(Collected data entries)
-.-.-
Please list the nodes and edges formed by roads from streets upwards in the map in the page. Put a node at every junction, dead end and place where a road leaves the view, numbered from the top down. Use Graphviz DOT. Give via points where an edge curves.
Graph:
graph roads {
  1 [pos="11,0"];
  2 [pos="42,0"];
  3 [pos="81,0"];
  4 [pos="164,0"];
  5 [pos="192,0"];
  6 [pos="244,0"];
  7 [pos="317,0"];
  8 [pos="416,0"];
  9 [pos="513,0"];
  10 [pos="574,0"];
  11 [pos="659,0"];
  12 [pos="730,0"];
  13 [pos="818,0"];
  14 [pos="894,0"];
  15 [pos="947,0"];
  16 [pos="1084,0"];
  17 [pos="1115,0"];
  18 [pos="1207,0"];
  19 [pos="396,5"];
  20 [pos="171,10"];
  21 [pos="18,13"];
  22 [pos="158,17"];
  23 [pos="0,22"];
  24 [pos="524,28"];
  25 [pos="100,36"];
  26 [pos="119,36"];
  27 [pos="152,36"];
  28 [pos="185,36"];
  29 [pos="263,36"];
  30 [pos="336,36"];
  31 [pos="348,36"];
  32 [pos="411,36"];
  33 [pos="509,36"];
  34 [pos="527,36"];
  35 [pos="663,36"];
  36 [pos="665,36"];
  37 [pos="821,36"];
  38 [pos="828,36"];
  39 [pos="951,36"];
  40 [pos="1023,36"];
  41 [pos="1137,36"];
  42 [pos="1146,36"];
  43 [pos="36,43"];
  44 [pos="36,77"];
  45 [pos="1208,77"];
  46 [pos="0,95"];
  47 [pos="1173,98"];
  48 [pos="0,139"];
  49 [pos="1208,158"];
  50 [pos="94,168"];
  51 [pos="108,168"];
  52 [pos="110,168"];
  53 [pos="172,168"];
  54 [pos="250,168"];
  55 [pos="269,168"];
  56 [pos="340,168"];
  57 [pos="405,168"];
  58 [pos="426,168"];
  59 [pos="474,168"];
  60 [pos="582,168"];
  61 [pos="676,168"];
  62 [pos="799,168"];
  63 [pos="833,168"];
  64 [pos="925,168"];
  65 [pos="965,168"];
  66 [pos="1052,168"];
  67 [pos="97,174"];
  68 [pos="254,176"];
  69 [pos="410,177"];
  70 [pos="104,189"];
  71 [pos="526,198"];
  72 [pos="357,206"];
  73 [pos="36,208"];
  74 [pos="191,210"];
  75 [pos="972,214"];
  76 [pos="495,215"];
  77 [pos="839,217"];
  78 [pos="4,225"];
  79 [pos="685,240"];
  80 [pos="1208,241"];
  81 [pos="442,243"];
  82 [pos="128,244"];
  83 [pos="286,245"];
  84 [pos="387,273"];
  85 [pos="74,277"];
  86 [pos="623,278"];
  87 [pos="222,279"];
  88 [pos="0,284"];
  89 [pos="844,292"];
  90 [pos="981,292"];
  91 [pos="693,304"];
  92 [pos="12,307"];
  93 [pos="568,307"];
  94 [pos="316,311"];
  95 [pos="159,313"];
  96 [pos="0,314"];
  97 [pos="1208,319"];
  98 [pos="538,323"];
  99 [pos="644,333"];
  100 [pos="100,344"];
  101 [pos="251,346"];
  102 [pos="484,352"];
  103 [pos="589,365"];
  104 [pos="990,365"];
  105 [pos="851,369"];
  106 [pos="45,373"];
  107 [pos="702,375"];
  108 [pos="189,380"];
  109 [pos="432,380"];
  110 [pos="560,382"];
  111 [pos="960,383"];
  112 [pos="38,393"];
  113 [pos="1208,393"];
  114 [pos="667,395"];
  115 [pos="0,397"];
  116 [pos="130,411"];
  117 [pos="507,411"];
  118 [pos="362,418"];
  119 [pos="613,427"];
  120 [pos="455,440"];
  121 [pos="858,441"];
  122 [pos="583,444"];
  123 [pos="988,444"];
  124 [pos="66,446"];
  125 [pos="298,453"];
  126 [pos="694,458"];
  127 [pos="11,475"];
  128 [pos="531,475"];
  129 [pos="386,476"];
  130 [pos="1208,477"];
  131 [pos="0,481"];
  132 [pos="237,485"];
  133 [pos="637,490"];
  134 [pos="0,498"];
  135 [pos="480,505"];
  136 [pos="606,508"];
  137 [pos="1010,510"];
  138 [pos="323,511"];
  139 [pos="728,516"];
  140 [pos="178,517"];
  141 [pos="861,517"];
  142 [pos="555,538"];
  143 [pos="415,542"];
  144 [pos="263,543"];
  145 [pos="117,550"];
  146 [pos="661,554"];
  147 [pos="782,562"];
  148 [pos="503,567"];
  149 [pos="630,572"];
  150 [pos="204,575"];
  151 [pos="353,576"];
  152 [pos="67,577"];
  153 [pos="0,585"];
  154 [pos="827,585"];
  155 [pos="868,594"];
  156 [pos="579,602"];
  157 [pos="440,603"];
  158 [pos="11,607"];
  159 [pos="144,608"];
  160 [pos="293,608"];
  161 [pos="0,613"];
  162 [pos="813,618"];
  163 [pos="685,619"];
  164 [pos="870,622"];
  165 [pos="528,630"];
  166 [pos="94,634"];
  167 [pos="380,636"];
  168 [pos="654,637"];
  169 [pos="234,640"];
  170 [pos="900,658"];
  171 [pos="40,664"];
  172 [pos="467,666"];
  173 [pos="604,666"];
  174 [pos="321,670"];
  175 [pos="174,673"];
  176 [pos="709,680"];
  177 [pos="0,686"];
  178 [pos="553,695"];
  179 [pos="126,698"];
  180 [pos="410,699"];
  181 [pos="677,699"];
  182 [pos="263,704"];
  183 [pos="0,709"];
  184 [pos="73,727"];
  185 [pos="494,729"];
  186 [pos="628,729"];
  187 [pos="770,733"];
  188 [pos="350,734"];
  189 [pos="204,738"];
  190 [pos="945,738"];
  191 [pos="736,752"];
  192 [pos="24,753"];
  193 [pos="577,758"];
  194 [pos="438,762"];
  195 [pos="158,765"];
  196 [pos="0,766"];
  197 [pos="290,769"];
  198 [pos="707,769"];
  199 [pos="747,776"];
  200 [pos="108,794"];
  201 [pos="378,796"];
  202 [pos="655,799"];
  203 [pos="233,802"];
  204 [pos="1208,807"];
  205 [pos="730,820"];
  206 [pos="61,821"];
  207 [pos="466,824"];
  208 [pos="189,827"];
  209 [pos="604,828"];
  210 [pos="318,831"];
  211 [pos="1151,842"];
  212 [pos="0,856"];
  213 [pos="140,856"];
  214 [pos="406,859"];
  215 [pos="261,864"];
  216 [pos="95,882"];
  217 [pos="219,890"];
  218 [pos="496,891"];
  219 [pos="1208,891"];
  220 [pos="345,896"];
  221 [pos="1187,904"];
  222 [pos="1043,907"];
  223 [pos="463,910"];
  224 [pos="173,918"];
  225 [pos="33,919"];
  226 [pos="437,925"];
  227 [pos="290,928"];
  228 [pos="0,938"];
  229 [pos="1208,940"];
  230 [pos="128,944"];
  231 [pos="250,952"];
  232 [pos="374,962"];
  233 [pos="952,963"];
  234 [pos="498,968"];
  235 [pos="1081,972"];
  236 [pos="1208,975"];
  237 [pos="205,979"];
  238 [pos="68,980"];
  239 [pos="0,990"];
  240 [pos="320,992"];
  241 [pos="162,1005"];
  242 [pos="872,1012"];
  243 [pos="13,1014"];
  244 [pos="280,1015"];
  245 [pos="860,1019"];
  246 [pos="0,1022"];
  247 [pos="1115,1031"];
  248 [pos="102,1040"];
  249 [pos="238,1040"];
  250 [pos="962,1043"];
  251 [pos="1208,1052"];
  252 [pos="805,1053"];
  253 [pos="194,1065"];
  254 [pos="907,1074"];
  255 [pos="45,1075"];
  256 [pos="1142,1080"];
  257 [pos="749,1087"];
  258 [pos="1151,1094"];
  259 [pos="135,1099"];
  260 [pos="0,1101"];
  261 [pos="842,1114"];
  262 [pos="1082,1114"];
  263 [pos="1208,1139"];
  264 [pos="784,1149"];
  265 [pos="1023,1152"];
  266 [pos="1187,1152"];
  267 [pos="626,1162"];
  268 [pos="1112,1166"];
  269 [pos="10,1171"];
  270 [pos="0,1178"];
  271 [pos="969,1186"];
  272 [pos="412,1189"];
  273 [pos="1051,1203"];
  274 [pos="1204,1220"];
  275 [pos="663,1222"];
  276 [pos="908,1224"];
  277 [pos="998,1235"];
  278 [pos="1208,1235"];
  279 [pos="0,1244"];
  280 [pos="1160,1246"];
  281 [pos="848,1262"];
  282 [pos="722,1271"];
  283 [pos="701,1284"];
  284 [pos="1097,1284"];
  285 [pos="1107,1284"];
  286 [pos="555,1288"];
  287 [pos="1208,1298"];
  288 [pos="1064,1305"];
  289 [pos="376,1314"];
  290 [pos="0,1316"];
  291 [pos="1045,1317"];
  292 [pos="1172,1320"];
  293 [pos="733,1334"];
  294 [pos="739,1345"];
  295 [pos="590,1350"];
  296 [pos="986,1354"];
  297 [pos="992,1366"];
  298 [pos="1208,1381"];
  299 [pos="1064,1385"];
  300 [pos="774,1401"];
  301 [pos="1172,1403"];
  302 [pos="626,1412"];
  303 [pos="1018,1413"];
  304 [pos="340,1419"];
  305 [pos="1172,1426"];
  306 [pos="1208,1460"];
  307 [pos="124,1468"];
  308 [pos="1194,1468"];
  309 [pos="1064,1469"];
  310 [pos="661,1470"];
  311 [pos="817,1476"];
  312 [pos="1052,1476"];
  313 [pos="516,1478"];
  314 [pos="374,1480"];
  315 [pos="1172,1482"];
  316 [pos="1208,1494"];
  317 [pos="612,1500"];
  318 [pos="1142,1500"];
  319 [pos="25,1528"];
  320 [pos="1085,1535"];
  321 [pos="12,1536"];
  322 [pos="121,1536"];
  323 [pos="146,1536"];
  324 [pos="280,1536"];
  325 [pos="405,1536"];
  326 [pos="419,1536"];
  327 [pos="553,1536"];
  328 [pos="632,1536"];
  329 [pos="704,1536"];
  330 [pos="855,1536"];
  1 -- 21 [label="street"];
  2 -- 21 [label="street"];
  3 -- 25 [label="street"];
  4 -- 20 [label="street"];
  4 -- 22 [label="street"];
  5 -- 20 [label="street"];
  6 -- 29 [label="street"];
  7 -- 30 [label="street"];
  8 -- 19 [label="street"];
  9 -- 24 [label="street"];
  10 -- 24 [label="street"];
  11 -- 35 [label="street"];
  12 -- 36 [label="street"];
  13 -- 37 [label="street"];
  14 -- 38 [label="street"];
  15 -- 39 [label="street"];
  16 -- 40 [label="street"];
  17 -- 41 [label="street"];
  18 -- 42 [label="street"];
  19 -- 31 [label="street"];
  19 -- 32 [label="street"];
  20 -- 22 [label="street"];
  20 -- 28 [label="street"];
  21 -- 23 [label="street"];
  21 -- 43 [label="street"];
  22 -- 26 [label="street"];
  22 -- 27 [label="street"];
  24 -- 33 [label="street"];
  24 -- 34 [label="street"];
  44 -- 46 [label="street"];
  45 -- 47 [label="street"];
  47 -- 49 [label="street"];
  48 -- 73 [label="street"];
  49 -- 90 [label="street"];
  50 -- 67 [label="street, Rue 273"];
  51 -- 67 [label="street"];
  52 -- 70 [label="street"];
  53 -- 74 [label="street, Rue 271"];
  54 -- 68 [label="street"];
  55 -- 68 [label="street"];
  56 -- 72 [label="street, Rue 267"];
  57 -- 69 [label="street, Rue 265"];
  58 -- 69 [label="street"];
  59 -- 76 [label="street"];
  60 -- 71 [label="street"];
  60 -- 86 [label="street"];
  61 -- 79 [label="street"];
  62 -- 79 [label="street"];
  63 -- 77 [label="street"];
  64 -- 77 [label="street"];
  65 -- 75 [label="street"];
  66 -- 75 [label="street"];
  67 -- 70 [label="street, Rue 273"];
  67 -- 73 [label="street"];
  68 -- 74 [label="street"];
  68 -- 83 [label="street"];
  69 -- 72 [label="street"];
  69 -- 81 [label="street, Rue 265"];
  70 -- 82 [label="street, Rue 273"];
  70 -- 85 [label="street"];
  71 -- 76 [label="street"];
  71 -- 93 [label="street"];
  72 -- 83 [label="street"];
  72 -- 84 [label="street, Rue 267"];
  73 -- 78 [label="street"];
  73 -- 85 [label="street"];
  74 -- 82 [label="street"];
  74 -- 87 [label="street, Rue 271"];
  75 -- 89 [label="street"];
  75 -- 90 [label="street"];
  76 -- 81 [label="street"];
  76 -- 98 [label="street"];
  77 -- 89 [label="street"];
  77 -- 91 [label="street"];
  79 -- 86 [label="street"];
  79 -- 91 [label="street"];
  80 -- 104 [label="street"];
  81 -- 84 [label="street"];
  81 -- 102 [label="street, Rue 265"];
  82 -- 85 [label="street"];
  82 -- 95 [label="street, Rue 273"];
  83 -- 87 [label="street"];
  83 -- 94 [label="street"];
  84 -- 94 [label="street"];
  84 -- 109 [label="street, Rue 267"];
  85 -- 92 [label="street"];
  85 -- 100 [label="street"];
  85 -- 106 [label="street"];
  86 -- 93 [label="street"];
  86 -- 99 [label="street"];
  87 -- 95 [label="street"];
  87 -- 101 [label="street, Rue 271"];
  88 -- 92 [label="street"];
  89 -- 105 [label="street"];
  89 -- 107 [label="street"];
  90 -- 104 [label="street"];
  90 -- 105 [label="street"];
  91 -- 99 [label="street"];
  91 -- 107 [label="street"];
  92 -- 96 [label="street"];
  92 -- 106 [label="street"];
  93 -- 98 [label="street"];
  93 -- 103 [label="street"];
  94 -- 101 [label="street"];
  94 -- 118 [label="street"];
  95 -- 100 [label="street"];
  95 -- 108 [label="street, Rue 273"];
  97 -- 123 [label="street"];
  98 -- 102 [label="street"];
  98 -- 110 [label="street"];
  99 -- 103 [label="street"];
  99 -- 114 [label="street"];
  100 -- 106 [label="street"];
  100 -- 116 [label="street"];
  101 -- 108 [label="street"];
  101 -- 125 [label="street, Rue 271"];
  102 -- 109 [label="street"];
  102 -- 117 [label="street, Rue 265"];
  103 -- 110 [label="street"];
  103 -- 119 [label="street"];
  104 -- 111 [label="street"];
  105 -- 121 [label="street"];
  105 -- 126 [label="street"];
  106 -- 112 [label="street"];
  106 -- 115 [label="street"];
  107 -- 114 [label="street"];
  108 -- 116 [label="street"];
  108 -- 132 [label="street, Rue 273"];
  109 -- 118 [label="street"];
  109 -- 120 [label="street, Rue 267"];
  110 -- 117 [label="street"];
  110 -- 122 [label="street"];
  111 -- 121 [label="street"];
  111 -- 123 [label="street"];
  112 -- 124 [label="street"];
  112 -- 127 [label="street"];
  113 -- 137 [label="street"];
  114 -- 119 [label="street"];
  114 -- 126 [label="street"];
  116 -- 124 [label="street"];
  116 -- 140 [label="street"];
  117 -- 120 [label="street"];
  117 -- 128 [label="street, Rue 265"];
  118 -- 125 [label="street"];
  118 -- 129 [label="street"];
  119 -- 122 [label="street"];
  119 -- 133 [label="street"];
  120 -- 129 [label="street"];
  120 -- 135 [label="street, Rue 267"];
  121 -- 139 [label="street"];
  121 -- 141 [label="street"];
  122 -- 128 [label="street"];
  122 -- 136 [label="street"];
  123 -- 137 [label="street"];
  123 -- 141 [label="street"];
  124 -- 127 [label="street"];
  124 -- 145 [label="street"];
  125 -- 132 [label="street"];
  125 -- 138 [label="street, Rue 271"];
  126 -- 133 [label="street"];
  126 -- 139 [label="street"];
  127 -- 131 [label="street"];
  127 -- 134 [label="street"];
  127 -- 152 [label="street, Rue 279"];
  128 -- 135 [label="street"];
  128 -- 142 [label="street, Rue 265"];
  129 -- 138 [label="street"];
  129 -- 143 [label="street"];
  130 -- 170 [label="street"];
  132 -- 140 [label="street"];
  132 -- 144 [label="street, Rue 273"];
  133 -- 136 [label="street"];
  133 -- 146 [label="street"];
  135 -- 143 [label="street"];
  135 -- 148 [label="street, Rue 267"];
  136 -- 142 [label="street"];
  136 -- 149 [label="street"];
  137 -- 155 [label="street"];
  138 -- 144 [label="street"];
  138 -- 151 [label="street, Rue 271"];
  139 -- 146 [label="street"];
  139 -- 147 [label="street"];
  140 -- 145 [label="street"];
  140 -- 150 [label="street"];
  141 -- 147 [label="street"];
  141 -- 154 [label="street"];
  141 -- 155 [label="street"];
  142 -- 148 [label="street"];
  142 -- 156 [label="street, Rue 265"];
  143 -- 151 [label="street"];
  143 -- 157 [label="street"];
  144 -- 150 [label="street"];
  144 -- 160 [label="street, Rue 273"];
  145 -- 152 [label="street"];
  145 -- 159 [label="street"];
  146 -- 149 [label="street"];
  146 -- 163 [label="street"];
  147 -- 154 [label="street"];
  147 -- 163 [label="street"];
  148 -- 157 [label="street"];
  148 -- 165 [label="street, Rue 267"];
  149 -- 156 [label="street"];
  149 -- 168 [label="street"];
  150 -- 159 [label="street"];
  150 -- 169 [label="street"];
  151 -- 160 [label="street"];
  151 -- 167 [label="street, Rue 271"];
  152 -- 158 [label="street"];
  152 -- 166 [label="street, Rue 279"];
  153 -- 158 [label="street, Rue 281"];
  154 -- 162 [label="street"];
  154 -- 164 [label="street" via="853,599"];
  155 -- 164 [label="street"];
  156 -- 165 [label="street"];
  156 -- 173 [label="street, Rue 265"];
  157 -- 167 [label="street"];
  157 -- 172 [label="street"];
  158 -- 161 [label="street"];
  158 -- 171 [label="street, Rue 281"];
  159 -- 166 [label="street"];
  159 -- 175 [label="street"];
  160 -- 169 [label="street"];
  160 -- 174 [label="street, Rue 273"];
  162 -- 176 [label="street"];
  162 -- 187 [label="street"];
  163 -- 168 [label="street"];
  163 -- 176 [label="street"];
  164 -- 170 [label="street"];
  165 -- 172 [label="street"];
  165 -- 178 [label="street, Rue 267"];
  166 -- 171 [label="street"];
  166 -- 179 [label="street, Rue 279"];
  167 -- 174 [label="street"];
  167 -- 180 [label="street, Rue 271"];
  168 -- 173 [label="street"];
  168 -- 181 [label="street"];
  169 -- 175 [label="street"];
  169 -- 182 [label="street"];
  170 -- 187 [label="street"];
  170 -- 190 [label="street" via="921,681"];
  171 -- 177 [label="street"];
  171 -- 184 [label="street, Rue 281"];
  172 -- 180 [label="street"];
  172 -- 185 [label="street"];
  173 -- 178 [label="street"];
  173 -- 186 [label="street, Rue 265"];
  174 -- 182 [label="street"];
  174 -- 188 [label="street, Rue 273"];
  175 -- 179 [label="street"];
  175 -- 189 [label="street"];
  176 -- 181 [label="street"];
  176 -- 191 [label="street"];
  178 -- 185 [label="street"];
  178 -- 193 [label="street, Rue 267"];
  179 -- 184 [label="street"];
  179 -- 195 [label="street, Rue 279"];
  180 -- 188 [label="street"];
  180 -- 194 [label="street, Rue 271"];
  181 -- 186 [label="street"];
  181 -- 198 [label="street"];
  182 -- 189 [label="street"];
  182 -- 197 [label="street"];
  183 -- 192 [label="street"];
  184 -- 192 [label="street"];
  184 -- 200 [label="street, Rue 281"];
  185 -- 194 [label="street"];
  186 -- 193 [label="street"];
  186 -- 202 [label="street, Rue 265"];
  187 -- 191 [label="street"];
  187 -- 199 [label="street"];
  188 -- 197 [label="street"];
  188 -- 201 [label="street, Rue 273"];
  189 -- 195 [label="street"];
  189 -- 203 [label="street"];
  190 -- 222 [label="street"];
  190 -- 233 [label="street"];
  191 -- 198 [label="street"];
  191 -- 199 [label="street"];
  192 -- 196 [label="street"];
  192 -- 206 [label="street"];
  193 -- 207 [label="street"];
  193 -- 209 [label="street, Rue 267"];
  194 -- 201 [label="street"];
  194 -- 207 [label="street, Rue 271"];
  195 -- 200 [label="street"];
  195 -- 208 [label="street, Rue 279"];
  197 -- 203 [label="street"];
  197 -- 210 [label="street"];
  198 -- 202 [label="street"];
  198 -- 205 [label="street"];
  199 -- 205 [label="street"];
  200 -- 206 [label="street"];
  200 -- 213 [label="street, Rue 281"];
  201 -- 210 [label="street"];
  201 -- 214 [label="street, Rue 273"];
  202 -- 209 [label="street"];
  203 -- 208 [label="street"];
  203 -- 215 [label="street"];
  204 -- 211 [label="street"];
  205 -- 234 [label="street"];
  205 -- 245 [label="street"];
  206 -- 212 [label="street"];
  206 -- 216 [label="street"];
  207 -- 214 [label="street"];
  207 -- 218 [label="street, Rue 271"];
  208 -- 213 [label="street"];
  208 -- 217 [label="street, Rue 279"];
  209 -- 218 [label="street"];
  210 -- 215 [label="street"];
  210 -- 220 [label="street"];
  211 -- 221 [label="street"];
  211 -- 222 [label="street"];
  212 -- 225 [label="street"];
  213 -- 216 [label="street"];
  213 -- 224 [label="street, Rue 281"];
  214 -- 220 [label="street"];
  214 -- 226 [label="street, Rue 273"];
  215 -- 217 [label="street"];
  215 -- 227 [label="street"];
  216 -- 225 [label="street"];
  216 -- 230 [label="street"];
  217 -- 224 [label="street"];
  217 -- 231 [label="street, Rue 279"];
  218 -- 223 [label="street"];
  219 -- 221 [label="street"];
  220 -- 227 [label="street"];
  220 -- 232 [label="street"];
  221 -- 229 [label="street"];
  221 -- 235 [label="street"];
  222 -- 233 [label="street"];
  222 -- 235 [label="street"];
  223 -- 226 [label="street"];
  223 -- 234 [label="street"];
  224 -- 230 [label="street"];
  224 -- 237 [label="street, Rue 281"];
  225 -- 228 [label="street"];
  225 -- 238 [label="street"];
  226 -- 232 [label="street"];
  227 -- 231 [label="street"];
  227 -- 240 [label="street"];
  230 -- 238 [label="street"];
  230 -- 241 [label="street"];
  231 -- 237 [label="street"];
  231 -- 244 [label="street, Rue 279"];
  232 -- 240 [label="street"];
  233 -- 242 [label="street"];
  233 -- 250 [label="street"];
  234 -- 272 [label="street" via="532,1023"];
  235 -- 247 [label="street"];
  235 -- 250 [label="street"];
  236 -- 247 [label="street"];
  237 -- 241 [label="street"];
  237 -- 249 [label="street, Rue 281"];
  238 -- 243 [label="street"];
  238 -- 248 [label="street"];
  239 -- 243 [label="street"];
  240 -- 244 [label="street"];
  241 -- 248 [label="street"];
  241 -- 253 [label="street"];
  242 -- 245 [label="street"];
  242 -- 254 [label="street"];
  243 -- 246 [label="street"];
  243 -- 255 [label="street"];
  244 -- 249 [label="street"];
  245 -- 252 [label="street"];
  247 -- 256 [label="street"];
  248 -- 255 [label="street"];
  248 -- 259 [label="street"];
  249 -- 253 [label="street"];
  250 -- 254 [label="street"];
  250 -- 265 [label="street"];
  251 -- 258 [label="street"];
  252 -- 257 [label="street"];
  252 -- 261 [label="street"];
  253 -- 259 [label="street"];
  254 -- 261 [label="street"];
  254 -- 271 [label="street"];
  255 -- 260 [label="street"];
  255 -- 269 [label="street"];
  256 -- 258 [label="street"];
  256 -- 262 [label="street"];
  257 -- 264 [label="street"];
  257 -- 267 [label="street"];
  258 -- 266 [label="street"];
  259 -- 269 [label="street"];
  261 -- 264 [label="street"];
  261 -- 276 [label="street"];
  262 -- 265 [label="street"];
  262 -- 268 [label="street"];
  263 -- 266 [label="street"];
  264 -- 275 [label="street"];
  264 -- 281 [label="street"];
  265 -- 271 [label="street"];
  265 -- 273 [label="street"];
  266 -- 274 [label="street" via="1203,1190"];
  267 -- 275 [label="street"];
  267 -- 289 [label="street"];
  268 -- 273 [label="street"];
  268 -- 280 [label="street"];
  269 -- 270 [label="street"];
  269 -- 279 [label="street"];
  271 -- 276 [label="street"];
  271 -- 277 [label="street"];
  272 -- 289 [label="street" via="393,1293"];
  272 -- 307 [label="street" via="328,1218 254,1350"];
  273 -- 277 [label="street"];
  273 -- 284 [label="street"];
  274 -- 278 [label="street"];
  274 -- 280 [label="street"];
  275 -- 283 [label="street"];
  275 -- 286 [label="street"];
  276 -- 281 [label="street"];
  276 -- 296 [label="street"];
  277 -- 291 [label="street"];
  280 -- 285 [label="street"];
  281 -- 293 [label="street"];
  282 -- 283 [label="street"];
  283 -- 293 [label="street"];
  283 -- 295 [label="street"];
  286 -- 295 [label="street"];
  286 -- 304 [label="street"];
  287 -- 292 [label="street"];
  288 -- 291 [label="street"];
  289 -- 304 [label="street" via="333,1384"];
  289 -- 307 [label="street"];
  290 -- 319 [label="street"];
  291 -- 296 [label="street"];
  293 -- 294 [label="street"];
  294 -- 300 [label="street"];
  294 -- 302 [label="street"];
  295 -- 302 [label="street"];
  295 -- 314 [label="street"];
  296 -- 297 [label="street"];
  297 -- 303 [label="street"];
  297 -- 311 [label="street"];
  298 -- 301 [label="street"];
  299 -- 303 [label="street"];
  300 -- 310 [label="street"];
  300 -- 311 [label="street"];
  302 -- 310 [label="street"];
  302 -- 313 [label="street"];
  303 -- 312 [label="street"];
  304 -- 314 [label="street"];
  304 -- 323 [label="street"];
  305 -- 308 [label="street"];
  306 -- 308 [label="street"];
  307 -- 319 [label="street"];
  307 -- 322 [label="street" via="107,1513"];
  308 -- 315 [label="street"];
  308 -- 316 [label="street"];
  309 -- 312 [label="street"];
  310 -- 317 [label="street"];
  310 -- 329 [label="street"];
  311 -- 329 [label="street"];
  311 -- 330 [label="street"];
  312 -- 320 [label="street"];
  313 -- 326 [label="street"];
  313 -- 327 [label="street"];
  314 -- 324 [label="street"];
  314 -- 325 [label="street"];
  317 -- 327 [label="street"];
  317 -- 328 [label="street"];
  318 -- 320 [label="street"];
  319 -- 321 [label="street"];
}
-.-.-
Reproduce every line above that contains the string "roads".

• **SOLUTION TO THIS EXERCISE**:
Please list the nodes and edges formed by roads from streets upwards in the map in the page. Put a node at every junction, dead end and place where a road leaves the view, numbered from the top down. Use Graphviz DOT. Give via points where an edge curves.
graph roads {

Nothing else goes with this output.